Aim of the exercise:
Should the word "Forest" occur in a line of the records, copy that line.

Source material:
┄┄┄┄┄┄┄┄┄┄

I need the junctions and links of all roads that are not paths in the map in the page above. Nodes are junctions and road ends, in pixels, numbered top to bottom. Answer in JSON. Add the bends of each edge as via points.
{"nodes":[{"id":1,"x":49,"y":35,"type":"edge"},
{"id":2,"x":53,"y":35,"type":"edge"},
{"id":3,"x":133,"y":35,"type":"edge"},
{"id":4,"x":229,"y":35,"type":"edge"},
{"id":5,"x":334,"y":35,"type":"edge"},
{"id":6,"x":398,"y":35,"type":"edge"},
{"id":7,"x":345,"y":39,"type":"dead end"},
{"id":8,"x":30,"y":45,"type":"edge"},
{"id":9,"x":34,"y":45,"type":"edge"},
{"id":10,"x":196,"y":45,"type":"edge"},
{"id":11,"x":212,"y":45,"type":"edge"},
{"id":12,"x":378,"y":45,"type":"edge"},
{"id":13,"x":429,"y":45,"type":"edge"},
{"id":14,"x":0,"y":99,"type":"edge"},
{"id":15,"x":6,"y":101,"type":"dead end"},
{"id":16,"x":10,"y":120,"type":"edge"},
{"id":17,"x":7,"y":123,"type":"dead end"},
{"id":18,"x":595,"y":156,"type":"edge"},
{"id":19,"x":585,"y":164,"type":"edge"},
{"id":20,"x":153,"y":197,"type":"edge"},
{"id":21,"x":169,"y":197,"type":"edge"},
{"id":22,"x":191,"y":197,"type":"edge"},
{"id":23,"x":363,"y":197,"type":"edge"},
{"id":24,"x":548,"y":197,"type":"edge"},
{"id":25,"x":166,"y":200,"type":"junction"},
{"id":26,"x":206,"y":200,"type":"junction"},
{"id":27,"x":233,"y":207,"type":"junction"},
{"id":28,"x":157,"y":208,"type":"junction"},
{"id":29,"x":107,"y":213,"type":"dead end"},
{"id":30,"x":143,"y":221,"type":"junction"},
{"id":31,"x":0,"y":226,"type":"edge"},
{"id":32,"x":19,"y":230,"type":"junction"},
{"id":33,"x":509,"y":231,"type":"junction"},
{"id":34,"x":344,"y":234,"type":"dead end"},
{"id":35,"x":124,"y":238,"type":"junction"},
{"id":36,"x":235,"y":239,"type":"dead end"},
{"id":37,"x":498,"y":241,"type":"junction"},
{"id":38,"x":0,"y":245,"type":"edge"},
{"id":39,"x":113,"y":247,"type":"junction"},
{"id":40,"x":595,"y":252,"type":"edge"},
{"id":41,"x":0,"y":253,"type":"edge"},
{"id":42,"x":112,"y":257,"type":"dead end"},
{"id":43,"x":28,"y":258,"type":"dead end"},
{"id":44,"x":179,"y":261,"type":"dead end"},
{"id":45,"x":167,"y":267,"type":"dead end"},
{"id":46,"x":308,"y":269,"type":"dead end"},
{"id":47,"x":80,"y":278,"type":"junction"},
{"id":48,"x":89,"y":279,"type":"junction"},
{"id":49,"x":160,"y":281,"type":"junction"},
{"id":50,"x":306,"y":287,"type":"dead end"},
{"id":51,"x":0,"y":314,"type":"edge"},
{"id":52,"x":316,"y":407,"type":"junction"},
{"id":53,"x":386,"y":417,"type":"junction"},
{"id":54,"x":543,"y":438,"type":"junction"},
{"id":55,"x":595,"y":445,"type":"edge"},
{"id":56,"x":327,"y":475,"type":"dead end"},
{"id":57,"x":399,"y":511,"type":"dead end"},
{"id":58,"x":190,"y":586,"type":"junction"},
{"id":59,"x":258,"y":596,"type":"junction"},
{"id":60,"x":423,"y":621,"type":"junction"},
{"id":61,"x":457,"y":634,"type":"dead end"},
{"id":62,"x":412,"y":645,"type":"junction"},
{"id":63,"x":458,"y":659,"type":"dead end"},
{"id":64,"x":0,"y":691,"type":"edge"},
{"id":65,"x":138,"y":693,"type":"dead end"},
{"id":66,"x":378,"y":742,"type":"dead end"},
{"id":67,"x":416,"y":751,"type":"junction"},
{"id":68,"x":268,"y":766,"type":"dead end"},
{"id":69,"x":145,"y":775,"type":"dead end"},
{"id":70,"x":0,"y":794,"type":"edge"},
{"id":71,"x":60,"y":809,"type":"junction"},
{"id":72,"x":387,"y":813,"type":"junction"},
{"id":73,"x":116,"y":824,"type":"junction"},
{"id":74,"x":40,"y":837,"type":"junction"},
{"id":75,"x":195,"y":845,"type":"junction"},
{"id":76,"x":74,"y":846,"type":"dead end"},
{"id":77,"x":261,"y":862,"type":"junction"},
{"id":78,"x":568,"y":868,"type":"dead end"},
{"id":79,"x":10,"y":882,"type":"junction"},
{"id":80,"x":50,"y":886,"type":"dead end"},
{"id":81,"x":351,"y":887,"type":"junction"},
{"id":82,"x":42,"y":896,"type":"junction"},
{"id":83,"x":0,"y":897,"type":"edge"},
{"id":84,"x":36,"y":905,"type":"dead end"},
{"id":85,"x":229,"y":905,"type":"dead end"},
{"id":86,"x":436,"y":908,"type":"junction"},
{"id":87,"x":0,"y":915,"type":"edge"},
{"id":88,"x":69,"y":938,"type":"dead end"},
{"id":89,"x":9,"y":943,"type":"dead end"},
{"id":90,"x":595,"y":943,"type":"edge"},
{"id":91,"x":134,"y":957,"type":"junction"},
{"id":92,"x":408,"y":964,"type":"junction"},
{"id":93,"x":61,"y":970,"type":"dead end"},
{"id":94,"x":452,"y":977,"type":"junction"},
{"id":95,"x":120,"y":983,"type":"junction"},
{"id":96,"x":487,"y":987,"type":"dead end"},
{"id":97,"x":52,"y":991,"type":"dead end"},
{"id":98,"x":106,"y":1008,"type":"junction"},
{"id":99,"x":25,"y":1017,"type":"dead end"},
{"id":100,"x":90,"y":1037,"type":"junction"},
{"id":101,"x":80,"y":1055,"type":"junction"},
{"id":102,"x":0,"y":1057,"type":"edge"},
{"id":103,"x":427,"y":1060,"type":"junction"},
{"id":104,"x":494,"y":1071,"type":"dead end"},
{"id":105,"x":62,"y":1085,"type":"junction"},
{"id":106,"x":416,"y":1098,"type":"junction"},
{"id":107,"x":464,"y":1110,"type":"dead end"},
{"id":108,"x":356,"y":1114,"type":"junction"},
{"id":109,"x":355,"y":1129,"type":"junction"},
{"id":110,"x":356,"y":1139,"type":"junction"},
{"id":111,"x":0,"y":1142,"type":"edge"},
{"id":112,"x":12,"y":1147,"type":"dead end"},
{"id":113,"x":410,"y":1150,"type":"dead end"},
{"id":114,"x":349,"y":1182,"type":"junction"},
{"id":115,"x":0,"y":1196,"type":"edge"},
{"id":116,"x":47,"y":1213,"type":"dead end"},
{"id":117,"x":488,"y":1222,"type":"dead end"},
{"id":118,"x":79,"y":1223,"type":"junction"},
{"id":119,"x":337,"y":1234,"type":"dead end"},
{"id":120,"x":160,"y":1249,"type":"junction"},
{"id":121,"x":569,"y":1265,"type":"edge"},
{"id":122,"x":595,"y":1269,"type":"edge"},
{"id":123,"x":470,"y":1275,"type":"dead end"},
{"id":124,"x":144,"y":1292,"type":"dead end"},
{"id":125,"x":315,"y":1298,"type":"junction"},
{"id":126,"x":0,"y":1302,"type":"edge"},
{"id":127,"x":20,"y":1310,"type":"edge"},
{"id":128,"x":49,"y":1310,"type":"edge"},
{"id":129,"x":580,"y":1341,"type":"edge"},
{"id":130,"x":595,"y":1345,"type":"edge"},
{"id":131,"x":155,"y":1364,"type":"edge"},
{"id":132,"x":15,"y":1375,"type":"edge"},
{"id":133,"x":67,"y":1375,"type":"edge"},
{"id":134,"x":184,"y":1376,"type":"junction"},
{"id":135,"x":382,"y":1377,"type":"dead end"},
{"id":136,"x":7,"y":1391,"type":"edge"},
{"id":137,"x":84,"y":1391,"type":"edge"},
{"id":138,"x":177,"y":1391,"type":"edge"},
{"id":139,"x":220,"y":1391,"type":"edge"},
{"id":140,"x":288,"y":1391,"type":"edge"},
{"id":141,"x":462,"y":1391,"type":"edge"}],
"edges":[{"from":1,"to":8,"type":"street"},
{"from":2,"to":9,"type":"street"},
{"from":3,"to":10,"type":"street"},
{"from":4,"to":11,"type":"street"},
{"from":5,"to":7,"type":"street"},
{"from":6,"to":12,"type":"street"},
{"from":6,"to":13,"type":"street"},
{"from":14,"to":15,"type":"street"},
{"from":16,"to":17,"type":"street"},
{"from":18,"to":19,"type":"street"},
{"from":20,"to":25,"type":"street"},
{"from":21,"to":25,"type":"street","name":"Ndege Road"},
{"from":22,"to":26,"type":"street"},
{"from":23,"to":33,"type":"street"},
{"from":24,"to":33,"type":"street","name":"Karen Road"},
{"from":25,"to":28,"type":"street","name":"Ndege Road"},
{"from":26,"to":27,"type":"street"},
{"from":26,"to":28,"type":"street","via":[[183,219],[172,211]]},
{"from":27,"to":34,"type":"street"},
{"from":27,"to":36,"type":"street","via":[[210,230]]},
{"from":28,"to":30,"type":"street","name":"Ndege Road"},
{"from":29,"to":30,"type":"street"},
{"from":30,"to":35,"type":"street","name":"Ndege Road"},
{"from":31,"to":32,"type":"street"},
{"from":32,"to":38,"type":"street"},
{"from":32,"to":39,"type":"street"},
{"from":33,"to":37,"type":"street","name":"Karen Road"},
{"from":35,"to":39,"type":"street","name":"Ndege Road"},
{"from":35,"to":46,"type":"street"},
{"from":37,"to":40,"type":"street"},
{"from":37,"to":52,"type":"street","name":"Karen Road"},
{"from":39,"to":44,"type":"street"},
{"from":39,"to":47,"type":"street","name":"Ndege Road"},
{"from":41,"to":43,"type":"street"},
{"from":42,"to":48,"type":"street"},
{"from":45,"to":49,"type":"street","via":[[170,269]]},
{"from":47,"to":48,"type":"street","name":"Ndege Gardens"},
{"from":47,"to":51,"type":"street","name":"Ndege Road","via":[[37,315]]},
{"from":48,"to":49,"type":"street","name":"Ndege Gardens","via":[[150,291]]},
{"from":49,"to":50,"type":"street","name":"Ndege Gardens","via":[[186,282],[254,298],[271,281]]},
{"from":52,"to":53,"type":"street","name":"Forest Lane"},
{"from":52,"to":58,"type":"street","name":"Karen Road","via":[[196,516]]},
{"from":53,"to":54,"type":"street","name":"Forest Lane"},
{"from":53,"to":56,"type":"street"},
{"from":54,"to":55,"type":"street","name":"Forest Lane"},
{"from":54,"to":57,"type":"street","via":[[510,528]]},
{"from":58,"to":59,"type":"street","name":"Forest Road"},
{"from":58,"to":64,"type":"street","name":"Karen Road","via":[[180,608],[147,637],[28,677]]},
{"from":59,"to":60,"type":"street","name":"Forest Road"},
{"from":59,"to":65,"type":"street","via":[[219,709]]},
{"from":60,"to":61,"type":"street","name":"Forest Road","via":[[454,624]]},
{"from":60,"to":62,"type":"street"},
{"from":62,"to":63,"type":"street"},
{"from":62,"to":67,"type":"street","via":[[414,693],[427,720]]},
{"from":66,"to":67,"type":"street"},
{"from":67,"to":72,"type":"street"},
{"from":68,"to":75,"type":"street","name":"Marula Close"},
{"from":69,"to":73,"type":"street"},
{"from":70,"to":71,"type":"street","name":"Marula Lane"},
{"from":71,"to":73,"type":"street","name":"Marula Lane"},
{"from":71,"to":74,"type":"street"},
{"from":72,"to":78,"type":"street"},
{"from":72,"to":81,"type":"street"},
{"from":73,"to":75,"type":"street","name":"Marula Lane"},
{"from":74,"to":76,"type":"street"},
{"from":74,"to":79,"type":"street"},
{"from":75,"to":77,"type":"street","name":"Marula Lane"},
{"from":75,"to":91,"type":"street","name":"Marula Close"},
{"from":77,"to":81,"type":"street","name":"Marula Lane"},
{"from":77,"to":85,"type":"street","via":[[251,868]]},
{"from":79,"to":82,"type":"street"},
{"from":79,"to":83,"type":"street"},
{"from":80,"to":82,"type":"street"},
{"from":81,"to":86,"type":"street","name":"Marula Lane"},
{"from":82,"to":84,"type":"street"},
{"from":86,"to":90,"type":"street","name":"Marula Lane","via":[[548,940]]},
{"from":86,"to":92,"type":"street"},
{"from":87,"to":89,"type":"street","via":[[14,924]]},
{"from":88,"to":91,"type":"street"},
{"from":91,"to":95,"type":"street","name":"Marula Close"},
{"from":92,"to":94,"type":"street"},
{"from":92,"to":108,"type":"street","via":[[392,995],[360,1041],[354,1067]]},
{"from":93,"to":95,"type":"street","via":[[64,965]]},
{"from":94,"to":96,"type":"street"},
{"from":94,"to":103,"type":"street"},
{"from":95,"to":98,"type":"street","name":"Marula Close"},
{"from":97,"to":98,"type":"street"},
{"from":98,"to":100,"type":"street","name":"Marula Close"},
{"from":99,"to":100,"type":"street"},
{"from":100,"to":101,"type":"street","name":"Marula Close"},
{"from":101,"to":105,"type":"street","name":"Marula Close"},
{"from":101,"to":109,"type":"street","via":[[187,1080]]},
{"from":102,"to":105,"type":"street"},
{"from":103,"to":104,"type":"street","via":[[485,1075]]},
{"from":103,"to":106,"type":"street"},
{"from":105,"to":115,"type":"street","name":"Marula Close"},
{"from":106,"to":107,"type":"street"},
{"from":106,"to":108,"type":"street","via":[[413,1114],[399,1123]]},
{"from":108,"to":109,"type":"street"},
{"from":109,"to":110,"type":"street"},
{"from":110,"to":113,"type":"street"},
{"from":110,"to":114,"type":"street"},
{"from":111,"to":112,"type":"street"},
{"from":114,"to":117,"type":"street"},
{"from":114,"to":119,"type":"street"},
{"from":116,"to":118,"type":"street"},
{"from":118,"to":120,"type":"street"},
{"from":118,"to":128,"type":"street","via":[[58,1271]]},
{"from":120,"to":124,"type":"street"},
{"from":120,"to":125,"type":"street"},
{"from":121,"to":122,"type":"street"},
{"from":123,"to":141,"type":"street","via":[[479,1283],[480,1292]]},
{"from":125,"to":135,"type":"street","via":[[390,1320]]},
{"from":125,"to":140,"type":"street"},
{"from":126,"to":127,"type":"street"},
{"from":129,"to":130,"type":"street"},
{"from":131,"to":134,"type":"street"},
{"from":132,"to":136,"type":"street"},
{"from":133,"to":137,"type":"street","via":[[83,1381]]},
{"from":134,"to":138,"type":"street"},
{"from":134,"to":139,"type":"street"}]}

┄┄┄┄┄┄┄┄┄┄

Answer:
{"from":52,"to":53,"type":"street","name":"Forest Lane"},
{"from":53,"to":54,"type":"street","name":"Forest Lane"},
{"from":54,"to":55,"type":"street","name":"Forest Lane"},
{"from":58,"to":59,"type":"street","name":"Forest Road"},
{"from":59,"to":60,"type":"street","name":"Forest Road"},
{"from":60,"to":61,"type":"street","name":"Forest Road","via":[[454,624]]},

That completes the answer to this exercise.